Comme souvent lors des missions militaires auxquelles participent les forces américaines, la question de la légalité d'intervention en droit international refait surface.

Certains commentateurs ont avancé que l'Article 51 de la Charte des Nations Unies permettait, sous le principe de la légitime défense collective, à une coalition internationale d'intervenir sur le territoire de la Syrie en soutien à l'Irak.

Or, il faut comprendre que le droit à la légitime défense définit par l'Article 51 implique les états, non pas les organisations non gouvernementales qui existent sur leurs territoires [voir : Avis consultatif sur l'érection d'un mur à Jérusalem et les territoires occupés]. Ainsi, l'Irak et sa coalition ne peuvent prétendre agir en vertu de la légitime défense sur le territoire de la Syrie, car les forces militaires syriennes n'ont pas commis d'agression envers l'Irak.

L'Irak peut légitimement invoquer l'Article 51 de la Charte de l'ONU si et seulement si elle est capable de démontrer que les combattants de l'État islamique sont expressément financés et mobilisé par l'État syrien [voir: L'affaire Nicaragua c. États-Unis].

Le problème d'une articulation juridique qui reposerait sur l'Article 51 est que celle-ci reposerait sur une interprétation extensible de la notion de légitime défense afin d'y inclure le principe de légitime défense préventive. Cette articulation repose donc sur la menace potentielle que représente l'État islamique pour les pays tiers (États-Unis, Canada, Israël, etc.). Or, l'idée de la légitime défense préventive fut formellement écartée par l'Assemblée générale de l'ONU en 2005 lors des débats sur le 60e anniversaire de l'ONU.

Ce refus d'accepter le concept de légitime défense préventive s'est également confirmé par le refus des Nations Unies d'appuyer la mission américaine en Irak au début des années 2000.

Cependant, une intervention sur le territoire syrien demeure possible, mais celle-ci doit se faire en vertu du régime encadrant l'obligation de protéger. Ce régime prévoit deux conditions possibles de licéité pour une telle intervention. Celle-ci se déroule soit avec le consentement du gouvernement syrien reconnu par l'Organisation des Nations-Unies; celui de Bashar Al-Assad, soit sous l'autorité d'une résolution du Conseil de sécurité [voir: Document final du sommet mondial de 2005,par.138-139].

Il est vrai que la légitimité du gouvernement Al-Assad est contestée par plusieurs états, il n'en demeure pas moins que c'est ce gouvernement qui siège à l'Organisation des Nations-Unies dont répond le régime de la Charte. Conséquemment, c'est de ce gouvernement que doit provenir le consentement en ce qui concerne la responsabilité de protéger. Cependant, pour des raisons politiques (les États-Unis ne reconnaissent plus Al-Assad comme chef d'État légitime de la Syrie), le gouvernement américain refuse d'obtenir le consentement et la coopération du gouvernement syrien dans sa lutte contre l'État islamique en Syrie.
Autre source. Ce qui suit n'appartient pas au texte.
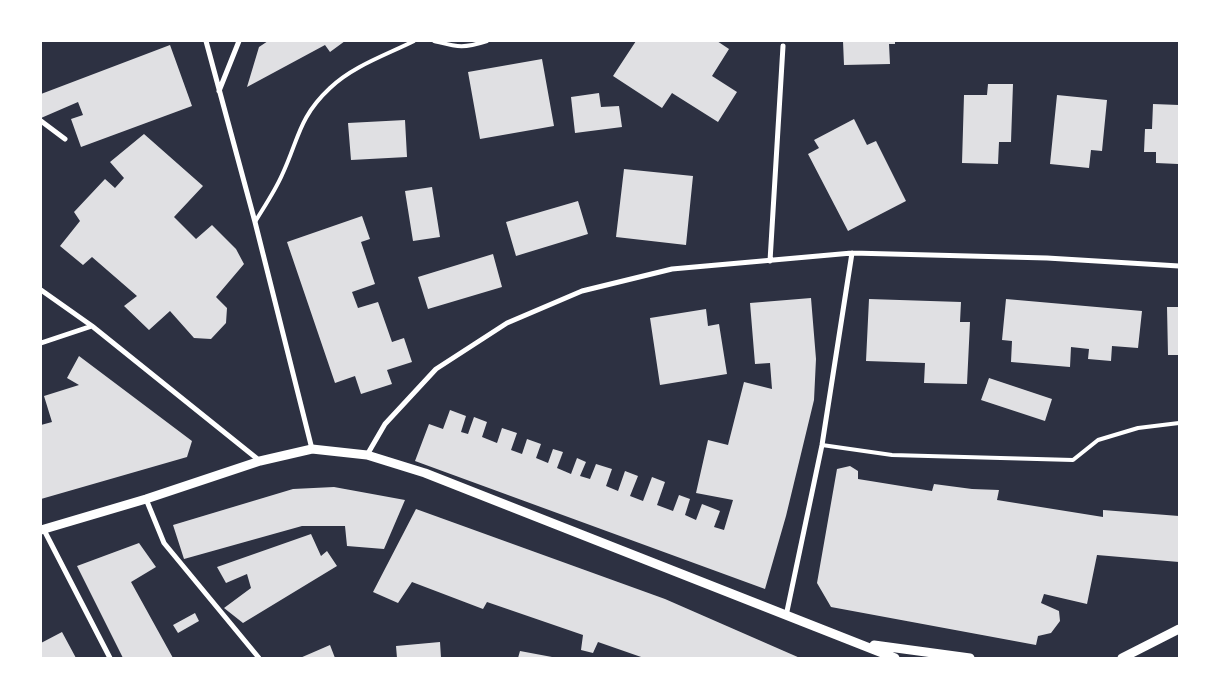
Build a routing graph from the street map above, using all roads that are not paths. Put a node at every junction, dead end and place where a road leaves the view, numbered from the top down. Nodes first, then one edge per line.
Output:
1 (206, 41) edge
2 (239, 41) edge
3 (414, 41) edge
4 (434, 41) edge
5 (487, 41) edge
6 (783, 46) dead end
7 (219, 92) junction
8 (41, 121) edge
9 (65, 139) dead end
10 (255, 222) junction
11 (852, 253) junction
12 (770, 261) junction
13 (1179, 266) edge
14 (41, 290) edge
15 (92, 326) junction
16 (41, 343) edge
17 (1179, 422) edge
18 (822, 444) junction
19 (312, 449) junction
20 (367, 455) junction
21 (260, 460) junction
22 (146, 499) junction
23 (43, 530) edge
24 (786, 616) junction
25 (1179, 630) edge
26 (864, 644) junction
27 (110, 658) edge
28 (259, 658) edge
29 (895, 658) edge
30 (970, 658) edge
31 (1122, 658) edge

1 - 7 street
2 - 7 street
3 - 10 lane
4 - 5 lane
6 - 12 street
7 - 10 street
8 - 9 street
10 - 19 street
11 - 12 street
11 - 13 street
11 - 18 street
12 - 20 street
14 - 15 street
15 - 16 street
15 - 21 street
17 - 18 lane
18 - 24 street
19 - 20 street
19 - 21 street
20 - 24 street
21 - 22 street
22 - 23 street
22 - 28 street
23 - 27 street
24 - 26 street
25 - 31 street
26 - 29 street
26 - 30 street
Si, pour le moment, les communications émanant du gouvernement syrien saluent l'offensive multinationale contre l'État islamique, il serait hasardeux de considérer qu'une telle salutation de la part du gouvernement de Damas puisse se substituer à un consentement sans ambigüité qui respecterait l'esprit de la Charte des Nations-Unies.

Il existe cependant une alternative.

Le Chapitre 7 de la Charte de l'ONU prévoit que dans un cas où la paix et la sécurité mondiale ou régionale se trouvent menacées, le Conseil de Sécurité peut prendre une résolution autorisant l'usage de la force. Dans une telle figure de cas, il serait possible pour la coalition d'entreprendre une action multilatérale contre l'État islamique en Syrie, sans pour autant contraindre Washington à revenir sur sa dénonciation du gouvernement de Bashar Al-Assad.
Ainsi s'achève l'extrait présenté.